Input:
● ● ● ● ●
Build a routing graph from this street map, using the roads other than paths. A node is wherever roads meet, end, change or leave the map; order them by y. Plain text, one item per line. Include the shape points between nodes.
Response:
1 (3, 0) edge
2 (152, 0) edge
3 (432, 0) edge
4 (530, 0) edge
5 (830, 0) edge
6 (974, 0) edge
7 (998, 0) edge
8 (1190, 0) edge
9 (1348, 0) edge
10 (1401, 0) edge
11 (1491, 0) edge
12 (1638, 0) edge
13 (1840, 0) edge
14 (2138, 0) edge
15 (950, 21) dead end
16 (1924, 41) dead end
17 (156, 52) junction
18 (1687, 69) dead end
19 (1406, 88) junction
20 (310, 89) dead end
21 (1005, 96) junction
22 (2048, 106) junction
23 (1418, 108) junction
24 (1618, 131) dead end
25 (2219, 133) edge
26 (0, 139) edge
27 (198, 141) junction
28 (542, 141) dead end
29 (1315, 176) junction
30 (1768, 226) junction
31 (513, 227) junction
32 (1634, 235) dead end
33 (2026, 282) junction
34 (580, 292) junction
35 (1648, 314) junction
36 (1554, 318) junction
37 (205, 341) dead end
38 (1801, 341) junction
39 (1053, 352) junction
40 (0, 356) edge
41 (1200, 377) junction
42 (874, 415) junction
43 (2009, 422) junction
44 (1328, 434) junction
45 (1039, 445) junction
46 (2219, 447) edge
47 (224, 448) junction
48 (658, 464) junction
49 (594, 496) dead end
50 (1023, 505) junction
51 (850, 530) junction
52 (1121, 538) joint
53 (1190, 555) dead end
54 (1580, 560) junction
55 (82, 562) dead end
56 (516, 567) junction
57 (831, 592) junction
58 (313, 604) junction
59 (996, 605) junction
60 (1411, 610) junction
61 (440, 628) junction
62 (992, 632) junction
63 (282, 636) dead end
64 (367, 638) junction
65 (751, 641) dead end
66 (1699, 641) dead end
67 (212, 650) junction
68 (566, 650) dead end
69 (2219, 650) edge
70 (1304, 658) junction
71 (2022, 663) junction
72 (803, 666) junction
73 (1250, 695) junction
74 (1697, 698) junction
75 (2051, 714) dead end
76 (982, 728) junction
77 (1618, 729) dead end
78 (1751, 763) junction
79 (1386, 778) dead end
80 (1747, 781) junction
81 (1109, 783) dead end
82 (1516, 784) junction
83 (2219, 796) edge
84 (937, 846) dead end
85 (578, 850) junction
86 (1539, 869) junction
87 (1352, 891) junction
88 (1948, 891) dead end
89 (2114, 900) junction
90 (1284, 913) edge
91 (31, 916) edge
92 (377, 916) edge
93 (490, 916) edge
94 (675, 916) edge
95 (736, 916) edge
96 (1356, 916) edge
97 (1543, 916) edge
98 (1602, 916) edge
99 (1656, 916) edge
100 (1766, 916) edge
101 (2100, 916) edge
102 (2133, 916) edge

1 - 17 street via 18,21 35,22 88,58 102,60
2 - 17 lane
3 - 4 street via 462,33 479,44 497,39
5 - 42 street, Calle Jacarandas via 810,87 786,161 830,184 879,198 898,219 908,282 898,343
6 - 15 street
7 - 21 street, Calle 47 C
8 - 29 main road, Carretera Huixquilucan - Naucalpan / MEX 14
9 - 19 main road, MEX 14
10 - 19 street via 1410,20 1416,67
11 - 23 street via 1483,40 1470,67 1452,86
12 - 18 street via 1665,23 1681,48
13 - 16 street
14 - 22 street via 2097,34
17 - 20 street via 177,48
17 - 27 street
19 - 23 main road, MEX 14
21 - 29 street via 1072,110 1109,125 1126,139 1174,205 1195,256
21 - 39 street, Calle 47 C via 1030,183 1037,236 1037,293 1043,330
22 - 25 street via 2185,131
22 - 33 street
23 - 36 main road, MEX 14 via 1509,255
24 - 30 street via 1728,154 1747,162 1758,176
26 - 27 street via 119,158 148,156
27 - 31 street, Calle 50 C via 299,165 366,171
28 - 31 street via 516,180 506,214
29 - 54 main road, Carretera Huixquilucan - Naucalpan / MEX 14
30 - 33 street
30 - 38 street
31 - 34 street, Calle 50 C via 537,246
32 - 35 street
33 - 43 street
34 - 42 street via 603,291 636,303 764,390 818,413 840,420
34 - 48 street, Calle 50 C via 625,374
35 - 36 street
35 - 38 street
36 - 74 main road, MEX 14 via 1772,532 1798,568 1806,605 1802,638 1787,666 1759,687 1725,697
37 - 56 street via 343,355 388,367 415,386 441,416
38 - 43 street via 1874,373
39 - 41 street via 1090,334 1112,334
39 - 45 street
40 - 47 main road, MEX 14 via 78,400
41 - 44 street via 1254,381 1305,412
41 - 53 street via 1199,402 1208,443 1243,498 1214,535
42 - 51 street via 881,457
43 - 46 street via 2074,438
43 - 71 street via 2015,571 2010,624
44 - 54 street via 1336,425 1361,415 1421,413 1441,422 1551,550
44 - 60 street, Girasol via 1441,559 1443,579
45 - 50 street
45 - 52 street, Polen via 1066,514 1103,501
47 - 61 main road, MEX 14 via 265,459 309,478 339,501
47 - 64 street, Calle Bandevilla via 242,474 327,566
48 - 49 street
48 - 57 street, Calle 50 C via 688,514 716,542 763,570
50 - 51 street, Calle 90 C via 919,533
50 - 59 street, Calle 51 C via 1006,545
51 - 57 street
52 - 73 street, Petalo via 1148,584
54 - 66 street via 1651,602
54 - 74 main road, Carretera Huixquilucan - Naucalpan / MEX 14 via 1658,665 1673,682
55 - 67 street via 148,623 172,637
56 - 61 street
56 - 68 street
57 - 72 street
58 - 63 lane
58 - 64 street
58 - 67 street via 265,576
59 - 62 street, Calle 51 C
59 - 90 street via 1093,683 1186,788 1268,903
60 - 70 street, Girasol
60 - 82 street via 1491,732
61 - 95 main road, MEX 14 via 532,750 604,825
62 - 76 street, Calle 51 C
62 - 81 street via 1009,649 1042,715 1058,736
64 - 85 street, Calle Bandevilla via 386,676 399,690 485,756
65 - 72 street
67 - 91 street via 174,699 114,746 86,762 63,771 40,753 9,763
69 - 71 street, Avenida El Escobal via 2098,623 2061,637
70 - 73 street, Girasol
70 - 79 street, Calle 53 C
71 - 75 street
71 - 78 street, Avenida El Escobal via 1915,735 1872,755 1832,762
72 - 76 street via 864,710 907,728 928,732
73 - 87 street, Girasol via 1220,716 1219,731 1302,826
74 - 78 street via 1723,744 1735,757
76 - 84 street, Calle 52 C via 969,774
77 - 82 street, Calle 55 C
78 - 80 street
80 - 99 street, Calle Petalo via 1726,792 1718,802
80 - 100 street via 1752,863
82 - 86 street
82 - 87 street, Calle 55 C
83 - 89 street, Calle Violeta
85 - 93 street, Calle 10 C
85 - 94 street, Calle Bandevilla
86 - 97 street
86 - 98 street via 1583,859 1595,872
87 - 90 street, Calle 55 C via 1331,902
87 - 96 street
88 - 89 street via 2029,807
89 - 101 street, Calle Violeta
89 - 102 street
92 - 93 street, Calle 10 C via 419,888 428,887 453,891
● ● ● ● ●
Task:
Output the data above without altering a line.

Response to the task:
Build a routing graph from this street map, using the roads other than paths. A node is wherever roads meet, end, change or leave the map; order them by y. Plain text, one item per line. Include the shape points between nodes.
Response:
1 (3, 0) edge
2 (152, 0) edge
3 (432, 0) edge
4 (530, 0) edge
5 (830, 0) edge
6 (974, 0) edge
7 (998, 0) edge
8 (1190, 0) edge
9 (1348, 0) edge
10 (1401, 0) edge
11 (1491, 0) edge
12 (1638, 0) edge
13 (1840, 0) edge
14 (2138, 0) edge
15 (950, 21) dead end
16 (1924, 41) dead end
17 (156, 52) junction
18 (1687, 69) dead end
19 (1406, 88) junction
20 (310, 89) dead end
21 (1005, 96) junction
22 (2048, 106) junction
23 (1418, 108) junction
24 (1618, 131) dead end
25 (2219, 133) edge
26 (0, 139) edge
27 (198, 141) junction
28 (542, 141) dead end
29 (1315, 176) junction
30 (1768, 226) junction
31 (513, 227) junction
32 (1634, 235) dead end
33 (2026, 282) junction
34 (580, 292) junction
35 (1648, 314) junction
36 (1554, 318) junction
37 (205, 341) dead end
38 (1801, 341) junction
39 (1053, 352) junction
40 (0, 356) edge
41 (1200, 377) junction
42 (874, 415) junction
43 (2009, 422) junction
44 (1328, 434) junction
45 (1039, 445) junction
46 (2219, 447) edge
47 (224, 448) junction
48 (658, 464) junction
49 (594, 496) dead end
50 (1023, 505) junction
51 (850, 530) junction
52 (1121, 538) joint
53 (1190, 555) dead end
54 (1580, 560) junction
55 (82, 562) dead end
56 (516, 567) junction
57 (831, 592) junction
58 (313, 604) junction
59 (996, 605) junction
60 (1411, 610) junction
61 (440, 628) junction
62 (992, 632) junction
63 (282, 636) dead end
64 (367, 638) junction
65 (751, 641) dead end
66 (1699, 641) dead end
67 (212, 650) junction
68 (566, 650) dead end
69 (2219, 650) edge
70 (1304, 658) junction
71 (2022, 663) junction
72 (803, 666) junction
73 (1250, 695) junction
74 (1697, 698) junction
75 (2051, 714) dead end
76 (982, 728) junction
77 (1618, 729) dead end
78 (1751, 763) junction
79 (1386, 778) dead end
80 (1747, 781) junction
81 (1109, 783) dead end
82 (1516, 784) junction
83 (2219, 796) edge
84 (937, 846) dead end
85 (578, 850) junction
86 (1539, 869) junction
87 (1352, 891) junction
88 (1948, 891) dead end
89 (2114, 900) junction
90 (1284, 913) edge
91 (31, 916) edge
92 (377, 916) edge
93 (490, 916) edge
94 (675, 916) edge
95 (736, 916) edge
96 (1356, 916) edge
97 (1543, 916) edge
98 (1602, 916) edge
99 (1656, 916) edge
100 (1766, 916) edge
101 (2100, 916) edge
102 (2133, 916) edge

1 - 17 street via 18,21 35,22 88,58 102,60
2 - 17 lane
3 - 4 street via 462,33 479,44 497,39
5 - 42 street, Calle Jacarandas via 810,87 786,161 830,184 879,198 898,219 908,282 898,343
6 - 15 street
7 - 21 street, Calle 47 C
8 - 29 main road, Carretera Huixquilucan - Naucalpan / MEX 14
9 - 19 main road, MEX 14
10 - 19 street via 1410,20 1416,67
11 - 23 street via 1483,40 1470,67 1452,86
12 - 18 street via 1665,23 1681,48
13 - 16 street
14 - 22 street via 2097,34
17 - 20 street via 177,48
17 - 27 street
19 - 23 main road, MEX 14
21 - 29 street via 1072,110 1109,125 1126,139 1174,205 1195,256
21 - 39 street, Calle 47 C via 1030,183 1037,236 1037,293 1043,330
22 - 25 street via 2185,131
22 - 33 street
23 - 36 main road, MEX 14 via 1509,255
24 - 30 street via 1728,154 1747,162 1758,176
26 - 27 street via 119,158 148,156
27 - 31 street, Calle 50 C via 299,165 366,171
28 - 31 street via 516,180 506,214
29 - 54 main road, Carretera Huixquilucan - Naucalpan / MEX 14
30 - 33 street
30 - 38 street
31 - 34 street, Calle 50 C via 537,246
32 - 35 street
33 - 43 street
34 - 42 street via 603,291 636,303 764,390 818,413 840,420
34 - 48 street, Calle 50 C via 625,374
35 - 36 street
35 - 38 street
36 - 74 main road, MEX 14 via 1772,532 1798,568 1806,605 1802,638 1787,666 1759,687 1725,697
37 - 56 street via 343,355 388,367 415,386 441,416
38 - 43 street via 1874,373
39 - 41 street via 1090,334 1112,334
39 - 45 street
40 - 47 main road, MEX 14 via 78,400
41 - 44 street via 1254,381 1305,412
41 - 53 street via 1199,402 1208,443 1243,498 1214,535
42 - 51 street via 881,457
43 - 46 street via 2074,438
43 - 71 street via 2015,571 2010,624
44 - 54 street via 1336,425 1361,415 1421,413 1441,422 1551,550
44 - 60 street, Girasol via 1441,559 1443,579
45 - 50 street
45 - 52 street, Polen via 1066,514 1103,501
47 - 61 main road, MEX 14 via 265,459 309,478 339,501
47 - 64 street, Calle Bandevilla via 242,474 327,566
48 - 49 street
48 - 57 street, Calle 50 C via 688,514 716,542 763,570
50 - 51 street, Calle 90 C via 919,533
50 - 59 street, Calle 51 C via 1006,545
51 - 57 street
52 - 73 street, Petalo via 1148,584
54 - 66 street via 1651,602
54 - 74 main road, Carretera Huixquilucan - Naucalpan / MEX 14 via 1658,665 1673,682
55 - 67 street via 148,623 172,637
56 - 61 street
56 - 68 street
57 - 72 street
58 - 63 lane
58 - 64 street
58 - 67 street via 265,576
59 - 62 street, Calle 51 C
59 - 90 street via 1093,683 1186,788 1268,903
60 - 70 street, Girasol
60 - 82 street via 1491,732
61 - 95 main road, MEX 14 via 532,750 604,825
62 - 76 street, Calle 51 C
62 - 81 street via 1009,649 1042,715 1058,736
64 - 85 street, Calle Bandevilla via 386,676 399,690 485,756
65 - 72 street
67 - 91 street via 174,699 114,746 86,762 63,771 40,753 9,763
69 - 71 street, Avenida El Escobal via 2098,623 2061,637
70 - 73 street, Girasol
70 - 79 street, Calle 53 C
71 - 75 street
71 - 78 street, Avenida El Escobal via 1915,735 1872,755 1832,762
72 - 76 street via 864,710 907,728 928,732
73 - 87 street, Girasol via 1220,716 1219,731 1302,826
74 - 78 street via 1723,744 1735,757
76 - 84 street, Calle 52 C via 969,774
77 - 82 street, Calle 55 C
78 - 80 street
80 - 99 street, Calle Petalo via 1726,792 1718,802
80 - 100 street via 1752,863
82 - 86 street
82 - 87 street, Calle 55 C
83 - 89 street, Calle Violeta
85 - 93 street, Calle 10 C
85 - 94 street, Calle Bandevilla
86 - 97 street
86 - 98 street via 1583,859 1595,872
87 - 90 street, Calle 55 C via 1331,902
87 - 96 street
88 - 89 street via 2029,807
89 - 101 street, Calle Violeta
89 - 102 street
92 - 93 street, Calle 10 C via 419,888 428,887 453,891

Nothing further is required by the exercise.